As a key part of CCAP’s senior management team, Alexander Ochs, director of international policy, will provide strategic guidance on international climate policy, including management of the European Dialogue on the Climate and Energy Challenge. The European Dialogue is a multi-stakeholder dialogue that develops medium- to long-term climate change, energy and finance policy for the European Union.  Ochs will also help lead CCAP’s involvement in the United Nations international climate change negotiations and contribute to the design of the Future Actions Dialogue on International Actions to Address Climate Change. The Future Actions Dialogue is CCAP’s forum of more than 30 countries that combines in-depth analysis and development of climate policy options for consideration in the post-2012 Kyoto Protocol negotiations.

CCAP President Ned Helme said he is delighted to welcome Ochs on board, especially with the UN climate talks in Poznan, Poland only a few months away. “Alexander’s extensive experience within the international climate change policy arena makes him an asset to the organization,” Helme said. “His contribution will be of great value as we move toward Poznan and Copenhagen next year.”

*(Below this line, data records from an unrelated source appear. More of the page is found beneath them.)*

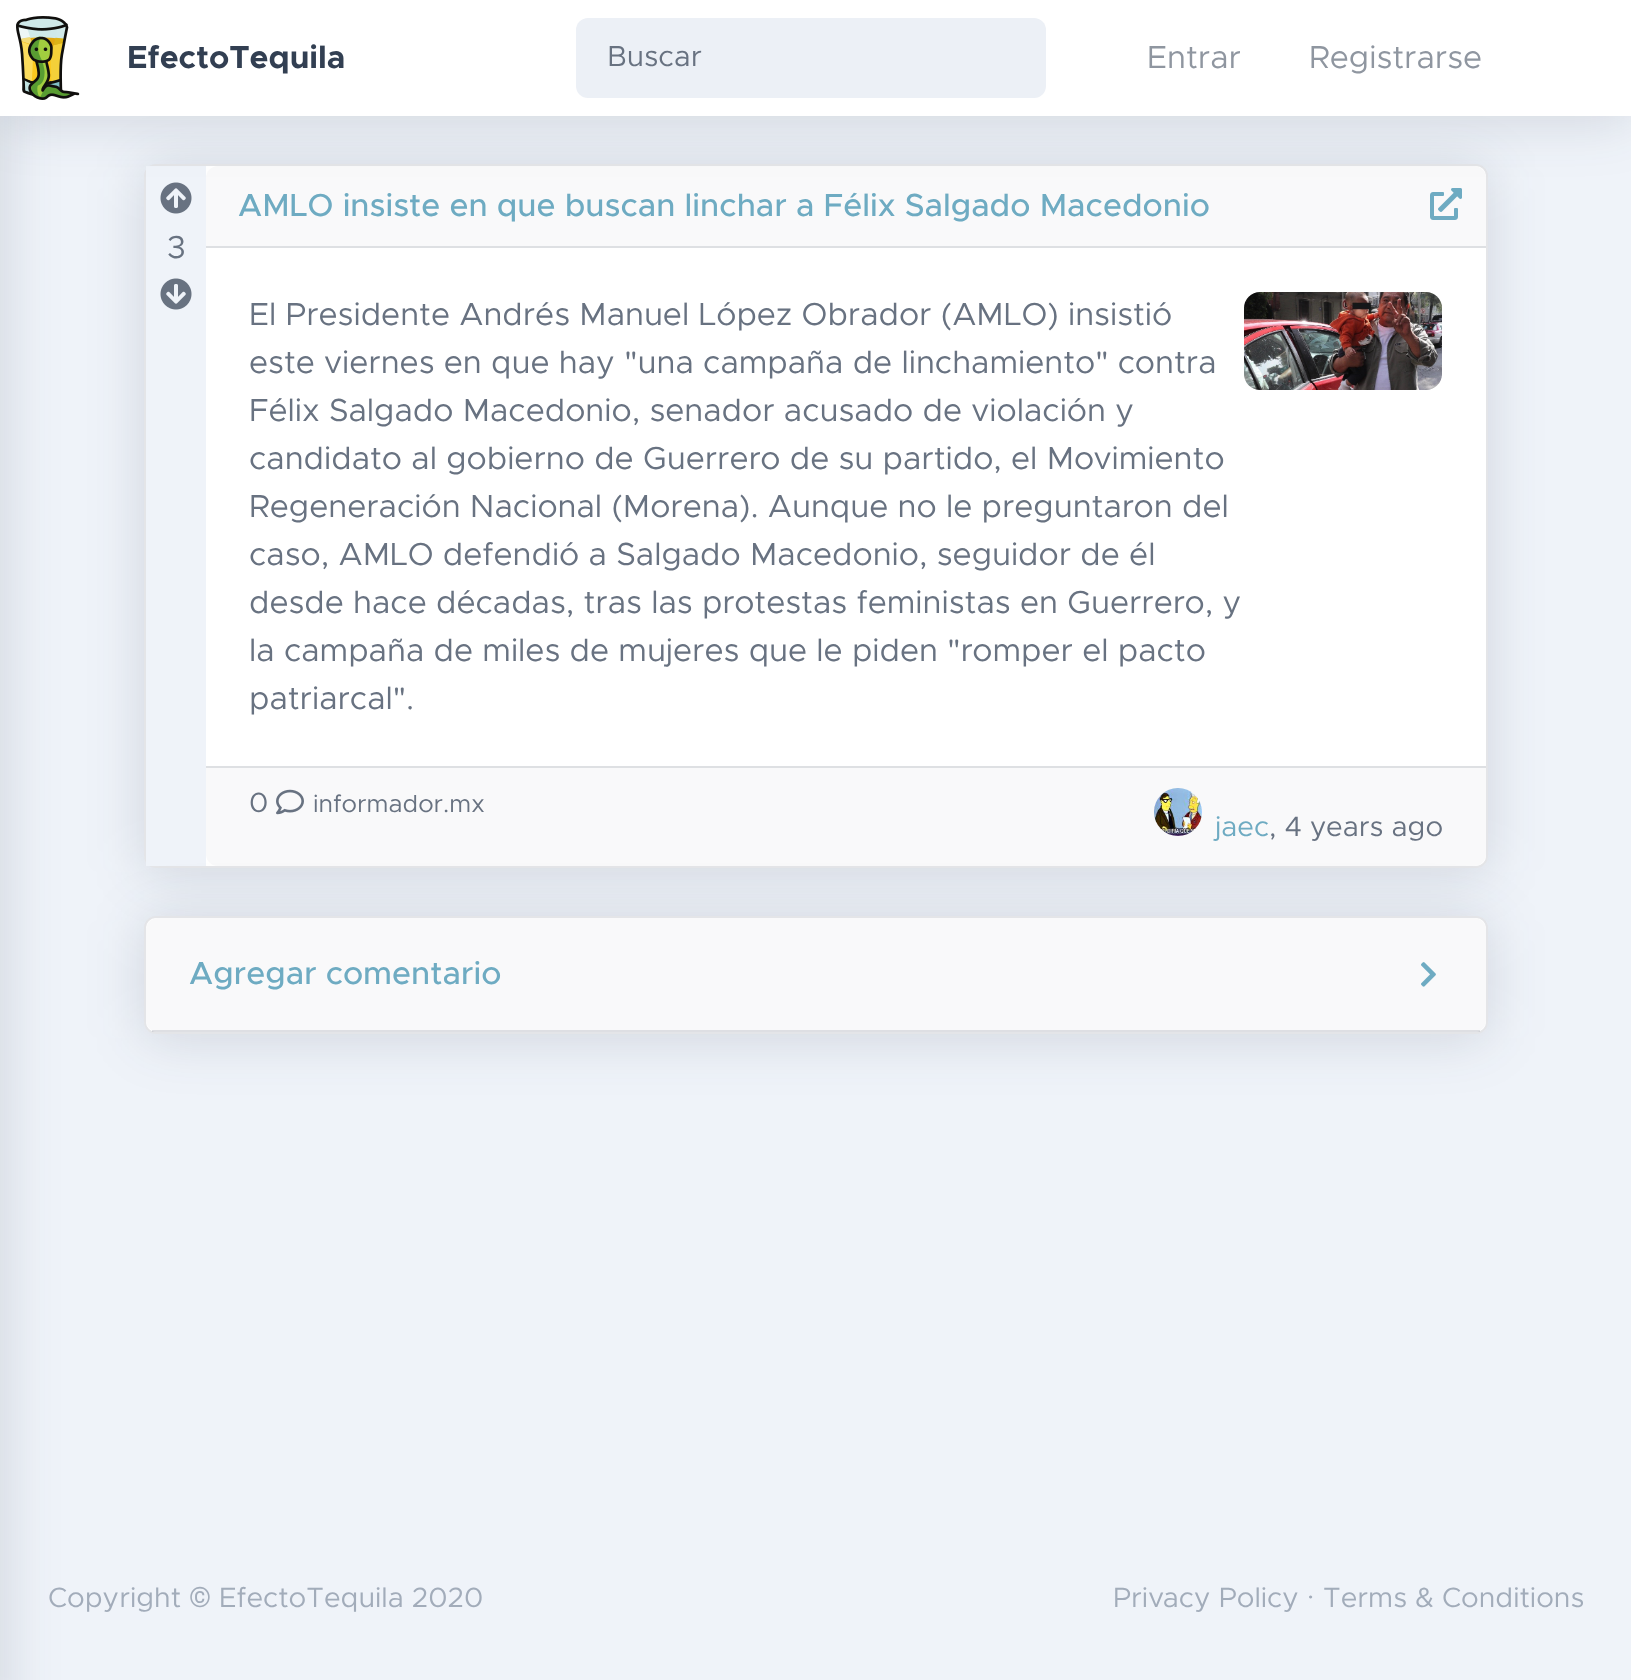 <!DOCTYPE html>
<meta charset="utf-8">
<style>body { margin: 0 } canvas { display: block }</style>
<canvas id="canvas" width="1631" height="1680"></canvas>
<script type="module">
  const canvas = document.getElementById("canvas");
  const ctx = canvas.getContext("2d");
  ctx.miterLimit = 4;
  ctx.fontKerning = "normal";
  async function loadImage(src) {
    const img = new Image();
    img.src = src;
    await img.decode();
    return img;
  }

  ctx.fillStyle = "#eff3f9";
  ctx.fillRect(0, 0, 1631, 1680);
  ctx.fillStyle = "rgba(31, 45, 65, 0.15)";
  ctx.filter = "blur(28px)";
  ctx.beginPath();
  ctx.roundRect(144, 168, 1344, 704, 12);
  ctx.fill();
  ctx.filter = "none";
  ctx.fillStyle = "#ffffff";
  ctx.beginPath();
  ctx.roundRect(144, 164, 1344, 704, 12);
  ctx.fill();
  ctx.beginPath();
  ctx.roundRect(145, 165, 1342, 702, 11);
  ctx.strokeStyle = "rgba(31, 45, 65, 0.12)";
  ctx.lineWidth = 2;
  ctx.stroke();
  ctx.fillStyle = "#eff3f9";
  ctx.fillRect(146, 166, 60, 700);
  ctx.drawImage(await loadImage("img2.png"), 160, 182, 32, 32);
  ctx.fillStyle = "#f9f9fa";
  ctx.beginPath();
  ctx.roundRect(206, 166, 1280, 82, [12, 12, 0, 0]);
  ctx.fill();
  ctx.drawImage(await loadImage("img4.png"), 1430, 188, 32, 32);
  ctx.fillStyle = "rgba(31, 45, 65, 0.15)";
  ctx.filter = "blur(28px)";
  ctx.beginPath();
  ctx.rect(0, 4, 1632, 116);
  ctx.fill();
  ctx.filter = "none";
  ctx.filter = "blur(28px)";
  ctx.beginPath();
  ctx.rect(-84, 48, 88, 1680);
  ctx.fill();
  ctx.filter = "none";
  ctx.fillStyle = "#ffffff";
  ctx.fillRect(0, 0, 1631, 116);
  ctx.drawImage(await loadImage("img1.png"), 16, 16, 64, 84);
  ctx.font = "bold 32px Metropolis";
  ctx.fillStyle = "#323f52";
  ctx.fillText("EfectoTequila", 127, 68);
  ctx.fillStyle = "#ecf0f6";
  ctx.beginPath();
  ctx.roundRect(576, 18, 470, 80, 12);
  ctx.fill();
  ctx.font = "29px Metropolis";
  ctx.fillStyle = "#687281";
  ctx.fillText("Buscar", 607, 66);
  ctx.font = "32px Metropolis";
  ctx.fillStyle = "#8f96a0";
  ctx.fillText("Entrar", 1147, 68);
  ctx.fillText("Registrarse", 1309, 68);
  ctx.fillStyle = "#687281";
  ctx.fillText("3", 167, 258);
  ctx.drawImage(await loadImage("img3.png"), 160, 278, 32, 32);
  ctx.fillStyle = "#dee0e3";
  ctx.fillRect(206, 246, 1280, 2);
  ctx.font = "500 32px Metropolis";
  ctx.fillStyle = "#6eabc2";
  ctx.fillText("AMLO insiste en que buscan linchar a Félix Salgado Macedonio", 238, 216);
  ctx.font = "32px Metropolis";
  ctx.fillStyle = "#687281";
  ctx.fillText("El Presidente Andrés Manuel López Obrador (AMLO) insistió", 249, 325);
  ctx.fillText("este viernes en que hay \"una campaña de linchamiento\" contra", 249, 373);
  ctx.fillText("Félix Salgado Macedonio, senador acusado de violación y", 249, 421);
  ctx.fillText("candidato al gobierno de Guerrero de su partido, el Movimiento", 249, 469);
  ctx.fillText("Regeneración Nacional (Morena). Aunque no le preguntaron del", 249, 517);
  ctx.fillText("caso, AMLO defendió a Salgado Macedonio, seguidor de él", 249, 565);
  ctx.fillText("desde hace décadas, tras las protestas feministas en Guerrero, y", 249, 613);
  ctx.fillText("la campaña de miles de mujeres que le piden \"romper el pacto", 249, 661);
  ctx.fillText("patriarcal\".", 249, 709);
  ctx.drawImage(await loadImage("img5.png"), 1244, 292, 198, 98);
  ctx.fillStyle = "#f9f9fa";
  ctx.beginPath();
  ctx.roundRect(206, 766, 1280, 100, [0, 0, 12, 12]);
  ctx.fill();
  ctx.fillStyle = "#dee0e3";
  ctx.fillRect(206, 766, 1280, 2);
  ctx.font = "28px Metropolis";
  ctx.fillStyle = "#687281";
  ctx.fillText("0", 249, 812);
  ctx.drawImage(await loadImage("img6.png"), 276, 789, 28, 26);
  ctx.font = "24.5px Metropolis";
  ctx.fillText("informador.mx", 313, 812);
  ctx.drawImage(await loadImage("img7.png"), 1154, 788, 48, 48);
  ctx.font = "28px Metropolis";
  ctx.fillStyle = "#6eabc2";
  ctx.fillText("jaec", 1215, 836);
  ctx.fillStyle = "#687281";
  ctx.fillText(", 4 years ago", 1269, 836);
  ctx.fillStyle = "rgba(31, 45, 65, 0.15)";
  ctx.filter = "blur(28px)";
  ctx.beginPath();
  ctx.roundRect(144, 920, 1344, 118, 12);
  ctx.fill();
  ctx.filter = "none";
  ctx.fillStyle = "#ffffff";
  ctx.beginPath();
  ctx.roundRect(144, 916, 1344, 118, 12);
  ctx.fill();
  ctx.beginPath();
  ctx.roundRect(145, 917, 1342, 116, 11);
  ctx.stroke();
  ctx.fillStyle = "#f9f9fa";
  ctx.beginPath();
  ctx.roundRect(146, 918, 1340, 114, 12);
  ctx.fill();
  ctx.fillStyle = "rgba(31, 45, 65, 0.12)";
  ctx.fillRect(152, 1030, 1328, 2);
  ctx.font = "500 32px Metropolis";
  ctx.fillStyle = "#6eabc2";
  ctx.fillText("Agregar comentario", 189, 984);
  ctx.drawImage(await loadImage("img8.png"), 1421, 962, 15, 25);
  ctx.font = "28px Metropolis";
  ctx.fillStyle = "#a2acba";
  ctx.fillText("Copyright", 48, 1607);
  ctx.font = "28px Roboto";
  ctx.fillText("©", 189, 1607);
  ctx.font = "28px Metropolis";
  ctx.fillText("EfectoTequila 2020", 219, 1607);
  ctx.fillText("Privacy Policy", 1113, 1607);
  ctx.font = "28px Roboto";
  ctx.fillText("·", 1307, 1607);
  ctx.font = "28px Metropolis";
  ctx.fillText("Terms & Conditions", 1323, 1607);
</script>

Ochs joins CCAP from the Forum for Atlantic Climate and Energy Talks — where he was a founder — and as a senior fellow at the American Institute for Contemporary German Studies at Johns Hopkins University. From 2001 to 2007, he served as a senior research associate at the German Institute for International and Security Affairs where he advised key decision-makers from across Europe. While there, Alexander co-founded and later directed the International Network to Advance Climate Talks.

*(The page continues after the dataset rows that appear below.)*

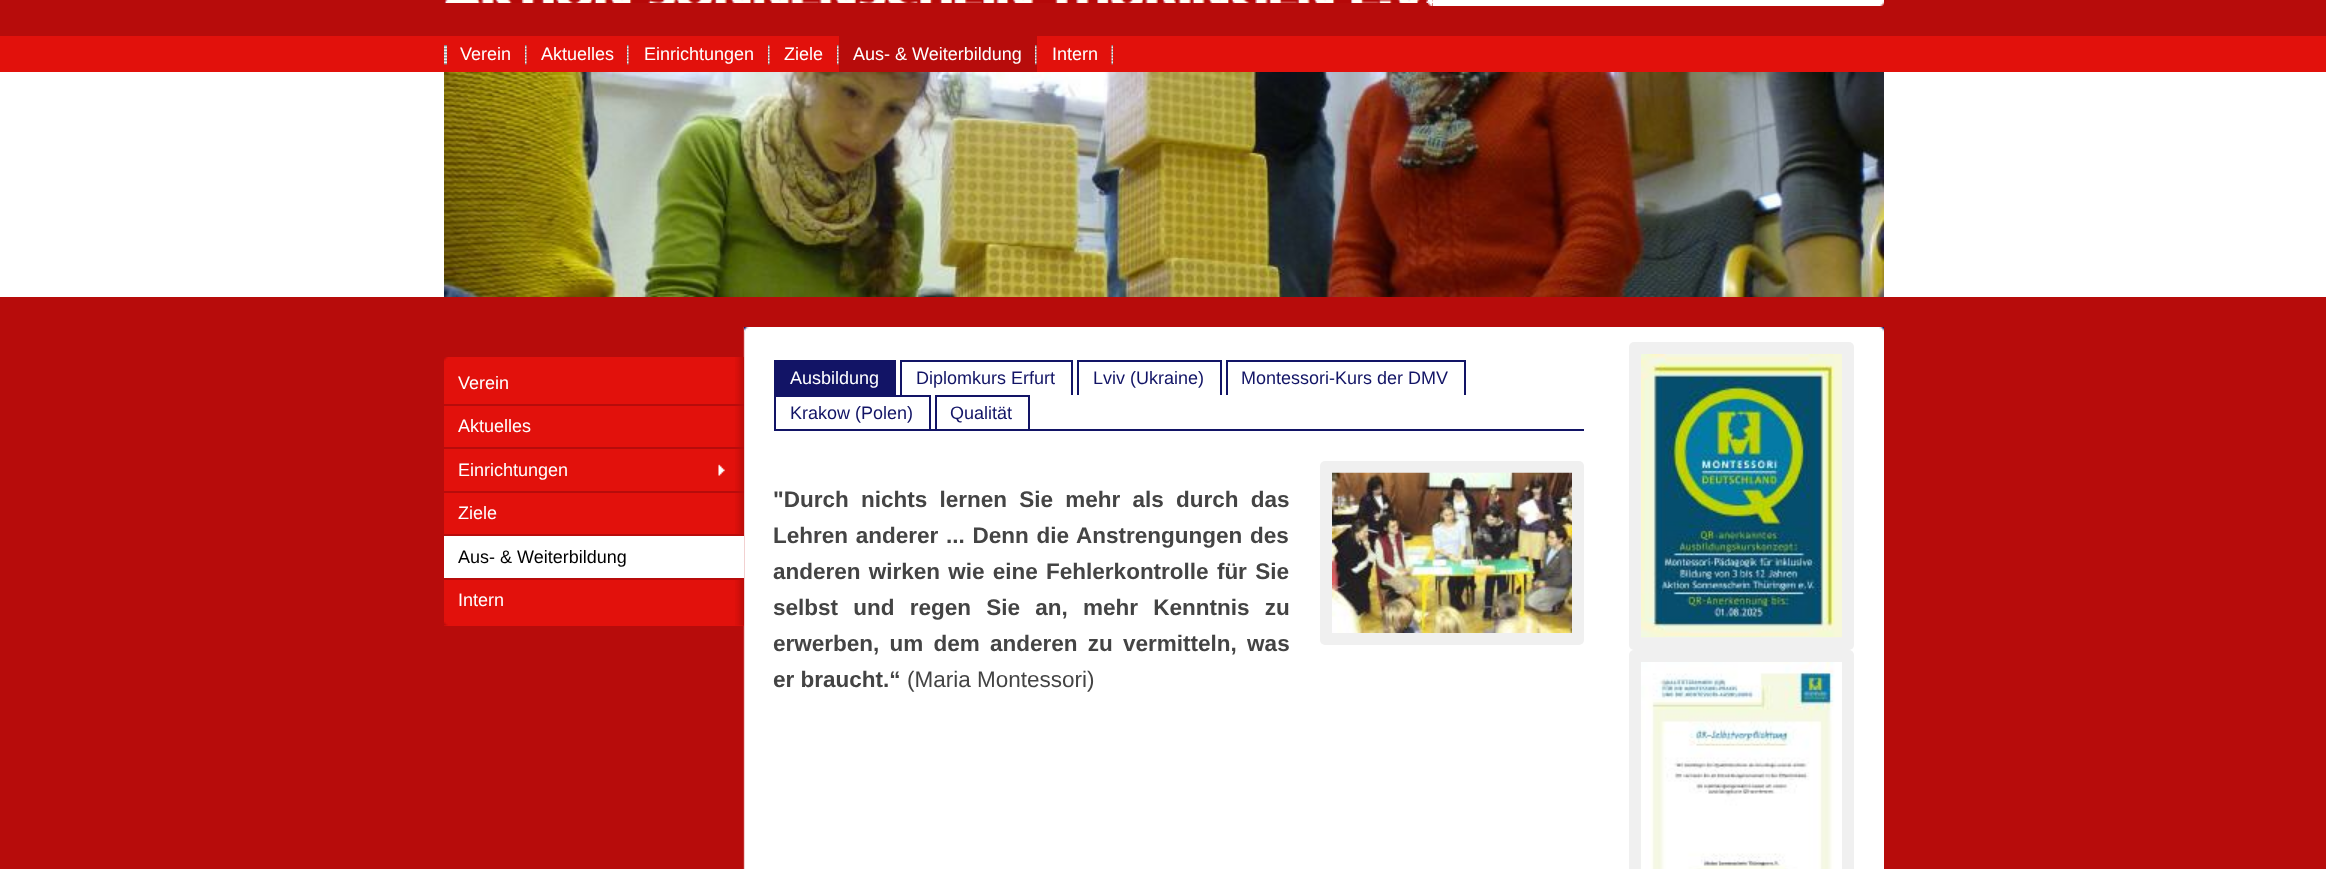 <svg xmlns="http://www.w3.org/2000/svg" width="2326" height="869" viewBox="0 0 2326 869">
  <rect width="100%" height="100%" fill="rgb(183,12,11)"/>
  <image x="444" y="0" width="989" height="3" href="pic1.png"/>
  <image x="1428" y="0" width="5" height="6" href="pic2.png"/>
  <rect x="1433" y="0" width="447" height="6" fill="rgb(255,255,255)"/>
  <image x="1880" y="0" width="4" height="6" href="pic3.png"/>
  <rect x="0" y="36" width="2326" height="36" fill="rgb(226,17,12)"/>
  <image x="444" y="45" width="3" height="20" href="pic4.png"/>
  <image x="525" y="45" width="2" height="20" href="pic5.png"/>
  <text x="460" y="60" font-family="Liberation Sans" font-size="18" fill="rgb(255,255,255)">Verein</text>
  <image x="627" y="45" width="2" height="20" href="pic5.png"/>
  <text x="541" y="60" font-family="Liberation Sans" font-size="18" fill="rgb(255,255,255)">Aktuelles</text>
  <image x="768" y="45" width="2" height="20" href="pic5.png"/>
  <text x="644" y="60" font-family="Liberation Sans" font-size="18" fill="rgb(255,255,255)">Einrichtungen</text>
  <image x="837" y="45" width="2" height="20" href="pic5.png"/>
  <text x="784" y="60" font-family="Liberation Sans" font-size="18" fill="rgb(255,255,255)">Ziele</text>
  <rect x="839" y="36" width="198" height="36" fill="rgb(183,12,11)"/>
  <image x="1035" y="45" width="2" height="20" href="pic6.png"/>
  <text x="853" y="60" font-family="Liberation Sans" font-size="18" fill="rgb(255,255,255)">Aus- &amp; Weiterbildung</text>
  <image x="1111" y="45" width="2" height="20" href="pic7.png"/>
  <text x="1052" y="60" font-family="Liberation Sans" font-size="18" fill="rgb(255,255,255)">Intern</text>
  <rect x="0" y="72" width="2326" height="225" fill="rgb(255,255,255)"/>
  <image x="444" y="72" width="1440" height="225" href="pic8.png"/>
  <image x="743" y="327" width="1141" height="542" href="pic9.png"/>
  <image x="744" y="327" width="1140" height="5" href="pic10.png"/>
  <rect x="444" y="357" width="300" height="269" fill="rgb(226,17,12)"/>
  <image x="735" y="357" width="9" height="269" href="pic11.png"/>
  <image x="444" y="357" width="4" height="4" href="pic12.png"/>
  <text x="458" y="389" font-family="Liberation Sans" font-size="18" fill="rgb(255,255,255)">Verein</text>
  <rect x="444" y="404" width="300" height="2" fill="rgb(183,12,11)"/>
  <text x="458" y="432" font-family="Liberation Sans" font-size="18" fill="rgb(255,255,255)">Aktuelles</text>
  <image x="718" y="464" width="7" height="12" href="pic13.png"/>
  <rect x="444" y="447" width="300" height="2" fill="rgb(183,12,11)"/>
  <text x="458" y="476" font-family="Liberation Sans" font-size="18" fill="rgb(255,255,255)">Einrichtungen</text>
  <rect x="444" y="491" width="300" height="2" fill="rgb(183,12,11)"/>
  <text x="458" y="519" font-family="Liberation Sans" font-size="18" fill="rgb(255,255,255)">Ziele</text>
  <rect x="444" y="536" width="300" height="42" fill="rgb(255,255,255)"/>
  <rect x="444" y="534" width="300" height="2" fill="rgb(183,12,11)"/>
  <text x="458" y="563" font-family="Liberation Sans" font-size="18" fill="rgb(0,0,0)">Aus- &amp; Weiterbildung</text>
  <rect x="444" y="578" width="300" height="2" fill="rgb(183,12,11)"/>
  <text x="458" y="606" font-family="Liberation Sans" font-size="18" fill="rgb(255,255,255)">Intern</text>
  <image x="444" y="622" width="4" height="4" href="pic14.png"/>
  <rect x="774" y="429" width="810" height="2" fill="rgb(18,20,102)"/>
  <rect x="774" y="360" width="122" height="35" fill="rgb(18,20,102)"/>
  <text x="790" y="384" font-family="Liberation Sans" font-size="18" fill="rgb(255,255,255)">Ausbildung</text>
  <rect x="900" y="360" width="173" height="2" fill="rgb(18,20,102)"/>
  <rect x="1071" y="360" width="2" height="35" fill="rgb(18,20,102)"/>
  <rect x="900" y="360" width="2" height="35" fill="rgb(18,20,102)"/>
  <text x="916" y="384" font-family="Liberation Sans" font-size="18" fill="rgb(18,20,102)">Diplomkurs Erfurt</text>
  <rect x="1077" y="360" width="144" height="2" fill="rgb(18,20,102)"/>
  <rect x="1220" y="360" width="2" height="35" fill="rgb(18,20,102)"/>
  <rect x="1077" y="360" width="2" height="35" fill="rgb(18,20,102)"/>
  <text x="1093" y="384" font-family="Liberation Sans" font-size="18" fill="rgb(18,20,102)">Lviv (Ukraine)</text>
  <rect x="1226" y="360" width="240" height="2" fill="rgb(18,20,102)"/>
  <rect x="1464" y="360" width="2" height="35" fill="rgb(18,20,102)"/>
  <rect x="1226" y="360" width="2" height="35" fill="rgb(18,20,102)"/>
  <text x="1241" y="384" font-family="Liberation Sans" font-size="18" fill="rgb(18,20,102)">Montessori-Kurs der DMV</text>
  <rect x="774" y="395" width="156" height="2" fill="rgb(18,20,102)"/>
  <rect x="929" y="395" width="2" height="34" fill="rgb(18,20,102)"/>
  <rect x="774" y="395" width="2" height="34" fill="rgb(18,20,102)"/>
  <text x="790" y="419" font-family="Liberation Sans" font-size="18" fill="rgb(18,20,102)">Krakow (Polen)</text>
  <rect x="935" y="395" width="94" height="2" fill="rgb(18,20,102)"/>
  <rect x="1028" y="395" width="2" height="34" fill="rgb(18,20,102)"/>
  <rect x="935" y="395" width="2" height="34" fill="rgb(18,20,102)"/>
  <text x="950" y="419" font-family="Liberation Sans" font-size="18" fill="rgb(18,20,102)">Qualität</text>
  <g font-family="Liberation Sans" font-size="22.5" font-weight="bold" fill="rgb(68,68,68)">
    <text>
      <tspan x="773" y="507" word-spacing="6">"Durch nichts lernen Sie mehr als durch das</tspan>
      <tspan x="773" y="543" word-spacing="1.5">Lehren anderer ... Denn die Anstrengungen des</tspan>
      <tspan x="773" y="579" word-spacing="2">anderen wirken wie eine Fehlerkontrolle für Sie</tspan>
      <tspan x="773" y="615" word-spacing="9">selbst und regen Sie an, mehr Kenntnis zu</tspan>
      <tspan x="773" y="651" word-spacing="4">erwerben, um dem anderen zu vermitteln, was</tspan>
      <tspan x="773" y="687">er braucht.“</tspan>
    </text>
  </g>
  <text x="907" y="687" font-family="Liberation Sans" font-size="22.5" fill="rgb(68,68,68)">(Maria Montessori)</text>
  <rect x="1320" y="461" width="264" height="184" rx="5" fill="rgb(240,240,240)"/>
  <image x="1332" y="472" width="240" height="161" href="pic15.png"/>
  <rect x="1629" y="342" width="225" height="308" rx="5" fill="rgb(240,240,240)"/>
  <image x="1641" y="354" width="201" height="284" href="pic16.png"/>
  <rect x="1629" y="650" width="225" height="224" rx="5" fill="rgb(240,240,240)"/>
  <image x="1641" y="662" width="201" height="207" href="pic17.png"/>
</svg>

Ochs has held research and lecturer positions at Princeton University, City University of New York and Munich University, as well as both Freie and Humboldt Universities in Berlin, Germany. He has been a member of the German Delegation to the United Nations climate negotiations and various advisory committees on both sides of the Atlantic.

“CCAP’s vital insights and dialogues provide innovative, cost-effective solutions to the world’s climate change impacts,”Ochs said. “I look forward to developing and implementing an international climate change policy strategy that advances CCAP’s mission.”

Ellina Levina, director of the international climate dialogue, will manage the Future Actions Dialogue from CCAP’s office in Paris, France.

“CCAP looks forward to Ellina’s insight as the world moves toward establishing a post-2012 international climate change agreement,” Helme said. “Her leadership, knowledge and experience couldn’t come at a better time.”

Levina joins CCAP with 15 years of international experience in climate change policy analysis and development, focusing on technical issues related to climate change negotiations. She has extensive experience in institutional and economic analysis, as well as in facilitating stakeholder dialogues and providing institutional capacity building assistance.

Levina has served at various international organizations, including the United Nations Framework Convention on Climate Change (UNFCCC), the World Bank, the United Nations Development Programme and the United Nations Institute for Training and Research. Additionally, while she was at the Organization for Economic Cooperation and Development and the International Energy Agency from 2005 to 2008, she contributed to the UNFCCC negotiations. As a former CCAP employee from 1996 to 2002, Ellina assisted individual governments of Eastern Europe in developing their national climate change policies.

“I am excited to return to CCAP,” Levina said. “I am anxious to use my experience with the UN negotiations to lead the Future Actions Dialogue participants in crafting climate policy developments for the next international climate treaty.”